Rival Verizon Wireless has already made several moves to take advantage of ATT’s AWS spectrum loss. Cox Communications said last Friday that it has agreed to sell Verizon its 20 megahertz AWS spectrum licenses covering 28 million points of presence (PoP) in exchange for $315 million.

“These agreements provide Cox customers with key enablers to mobility, such as access to Verizon Wireless’ 4G LTE network and iconic wireless devices,” said Cox Communications President Pat Esser.

Though ATT is facing a spectrum crunch, “it doesn’t strike me that ATT will capitulate to Verizon Wireless,” said Lisa Pierce, Gartner’s managing vice president of unified communications and network services.

“The loss of T-Mobile will spur ATT’s LTE-related capital expenditure spending — to rapidly implement LTE, LTE-Advanced and VoLTE — especially on the 700 megahertz band,” Pierce said in an e-mail Thursday. “This likely shift is welcome news to ATT’s key network suppliers.”


A Full LTE Blitz

ATT’s cash reserves will take a hit when ATT posts a pretax accounting charge of $4 billion at the end of the fourth quarter to reflect the T-Mobile deal’s break-up considerations. Still, ATT had over $10 billion cash on hand at the end of the third quarter of 2011.

“Our strong cash flow gives us the flexibility to invest in our business, to retire debt and to continue to return substantial value to shareholders,” ATT CEO Randall Stephenson told investors last October.
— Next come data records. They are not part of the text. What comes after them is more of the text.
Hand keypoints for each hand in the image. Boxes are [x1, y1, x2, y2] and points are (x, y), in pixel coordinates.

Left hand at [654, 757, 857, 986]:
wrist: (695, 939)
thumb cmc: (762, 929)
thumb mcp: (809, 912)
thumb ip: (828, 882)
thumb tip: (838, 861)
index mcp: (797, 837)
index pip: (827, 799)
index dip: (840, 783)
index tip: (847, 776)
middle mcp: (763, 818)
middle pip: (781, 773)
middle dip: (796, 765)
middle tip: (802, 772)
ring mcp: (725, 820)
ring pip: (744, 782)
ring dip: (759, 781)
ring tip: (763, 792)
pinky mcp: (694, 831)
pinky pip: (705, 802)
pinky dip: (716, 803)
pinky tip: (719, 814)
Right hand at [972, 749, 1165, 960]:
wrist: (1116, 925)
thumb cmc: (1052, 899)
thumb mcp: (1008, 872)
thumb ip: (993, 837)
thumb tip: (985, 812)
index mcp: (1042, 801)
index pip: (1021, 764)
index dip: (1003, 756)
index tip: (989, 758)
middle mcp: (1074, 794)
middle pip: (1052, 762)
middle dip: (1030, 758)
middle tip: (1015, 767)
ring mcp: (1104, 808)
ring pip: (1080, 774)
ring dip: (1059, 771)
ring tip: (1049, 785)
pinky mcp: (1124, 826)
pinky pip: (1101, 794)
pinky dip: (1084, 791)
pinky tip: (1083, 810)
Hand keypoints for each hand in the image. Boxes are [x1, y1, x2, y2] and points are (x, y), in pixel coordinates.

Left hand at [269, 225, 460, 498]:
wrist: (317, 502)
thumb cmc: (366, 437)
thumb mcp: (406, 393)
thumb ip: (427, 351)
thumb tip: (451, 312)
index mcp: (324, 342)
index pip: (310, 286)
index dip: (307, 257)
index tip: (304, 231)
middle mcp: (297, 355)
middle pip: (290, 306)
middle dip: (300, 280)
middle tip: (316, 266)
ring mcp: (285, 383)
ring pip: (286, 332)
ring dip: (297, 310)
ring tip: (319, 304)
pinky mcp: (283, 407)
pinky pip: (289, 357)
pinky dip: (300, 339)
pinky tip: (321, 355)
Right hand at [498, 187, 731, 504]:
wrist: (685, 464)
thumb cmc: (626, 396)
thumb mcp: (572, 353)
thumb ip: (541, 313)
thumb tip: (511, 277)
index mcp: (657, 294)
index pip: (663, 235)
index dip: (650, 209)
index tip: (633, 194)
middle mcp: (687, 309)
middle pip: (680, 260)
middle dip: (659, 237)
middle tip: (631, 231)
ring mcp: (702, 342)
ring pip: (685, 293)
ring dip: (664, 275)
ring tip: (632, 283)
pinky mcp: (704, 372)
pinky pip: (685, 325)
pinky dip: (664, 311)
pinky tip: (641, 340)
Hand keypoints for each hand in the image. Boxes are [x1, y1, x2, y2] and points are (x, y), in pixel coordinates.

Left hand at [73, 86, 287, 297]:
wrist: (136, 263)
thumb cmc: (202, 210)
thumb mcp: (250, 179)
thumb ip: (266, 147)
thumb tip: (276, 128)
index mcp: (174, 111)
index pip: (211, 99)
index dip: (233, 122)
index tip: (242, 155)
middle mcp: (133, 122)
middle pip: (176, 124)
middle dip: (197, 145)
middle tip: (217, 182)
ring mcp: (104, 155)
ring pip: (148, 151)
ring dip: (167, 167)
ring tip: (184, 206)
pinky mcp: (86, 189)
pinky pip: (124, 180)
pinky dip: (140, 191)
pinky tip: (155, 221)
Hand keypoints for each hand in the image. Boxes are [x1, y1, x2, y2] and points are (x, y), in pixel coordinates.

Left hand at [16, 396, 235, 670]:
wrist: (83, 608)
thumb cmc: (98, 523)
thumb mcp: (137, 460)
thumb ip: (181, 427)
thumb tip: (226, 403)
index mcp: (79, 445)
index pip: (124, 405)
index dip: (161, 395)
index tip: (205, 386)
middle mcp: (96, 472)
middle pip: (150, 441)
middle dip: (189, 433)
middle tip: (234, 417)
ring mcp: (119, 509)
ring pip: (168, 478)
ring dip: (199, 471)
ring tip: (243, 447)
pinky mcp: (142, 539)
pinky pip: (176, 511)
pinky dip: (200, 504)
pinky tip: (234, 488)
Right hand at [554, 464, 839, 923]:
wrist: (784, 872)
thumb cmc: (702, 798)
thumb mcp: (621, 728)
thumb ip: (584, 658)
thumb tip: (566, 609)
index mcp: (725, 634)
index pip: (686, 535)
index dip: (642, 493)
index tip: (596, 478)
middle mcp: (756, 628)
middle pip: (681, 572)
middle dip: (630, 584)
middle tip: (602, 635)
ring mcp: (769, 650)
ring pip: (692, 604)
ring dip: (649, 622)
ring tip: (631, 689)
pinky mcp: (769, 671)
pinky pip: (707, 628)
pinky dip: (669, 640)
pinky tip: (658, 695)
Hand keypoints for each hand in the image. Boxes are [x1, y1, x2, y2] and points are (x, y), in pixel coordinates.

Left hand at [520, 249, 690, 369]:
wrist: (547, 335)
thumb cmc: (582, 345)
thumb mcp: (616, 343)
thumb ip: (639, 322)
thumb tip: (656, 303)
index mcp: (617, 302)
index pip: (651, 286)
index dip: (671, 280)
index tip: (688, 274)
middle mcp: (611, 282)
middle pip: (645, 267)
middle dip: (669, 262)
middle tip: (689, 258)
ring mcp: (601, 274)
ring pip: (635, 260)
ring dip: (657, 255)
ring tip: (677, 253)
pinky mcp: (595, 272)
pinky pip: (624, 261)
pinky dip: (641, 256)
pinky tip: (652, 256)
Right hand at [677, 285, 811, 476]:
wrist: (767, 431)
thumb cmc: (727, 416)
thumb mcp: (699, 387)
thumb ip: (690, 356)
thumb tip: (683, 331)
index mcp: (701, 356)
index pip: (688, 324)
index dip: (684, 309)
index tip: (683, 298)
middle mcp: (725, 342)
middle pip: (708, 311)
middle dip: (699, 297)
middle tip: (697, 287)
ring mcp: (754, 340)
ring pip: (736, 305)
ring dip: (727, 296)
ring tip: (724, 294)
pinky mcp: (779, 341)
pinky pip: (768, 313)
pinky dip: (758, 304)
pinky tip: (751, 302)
The spectrum assets and widespread existing infrastructure that ATT sought to obtain through its failed T-Mobile deal are currently the carrier’s two principal problems. ATT’s data congestion woes will potentially enable more spectrum-rich rivals such as Verizon to attract more ATT smartphone defectors moving from ATT to its network.

On Monday, Stephenson signaled his impatience about the length of time it was taking the Federal Communications Commission to review the deal for Qualcomm’s unused spectrum. He urged U.S. policymakers to allow “the free markets to work so that additional spectrum is available to meet immediate needs,” and also called on Congress to “enact legislation to meet our nation’s longer-term spectrum needs.”

Meanwhile, Stephenson reiterated, “to meet the needs of our customers, we will continue to invest.”


Fly in the Ointment

Cox stressed Friday that its AWS spectrum sales agreement with Verizon does not include Cox’s 700 MHz spectrum licenses, Cox Wireless customer accounts or any other assets. Under a separate agreement, however, the two companies will become agents to sell each other’s products and services through their respective sales channels, Cox said.

Cox also expects to participate in the SpectrumCo joint venture previously forged by Bright House Networks, Comcast and Time Warner Cable, which would lead to the further integration of wire-line and wireless products and services. Verizon’s $3.6 billion spectrum deal with SpectrumCo — under which the carrier will acquire 122 AWS spectrum licenses covering 259 million PoP — was announced earlier this month.

The only fly in the ointment is that Verizon’s latest spectrum acquisition agreements will be subject to FCC approval as well as antitrust review. Therefore, Verizon will doubtlessly face the same intense level of regulatory scrutiny that scuttled ATT’s bid for T-Mobile.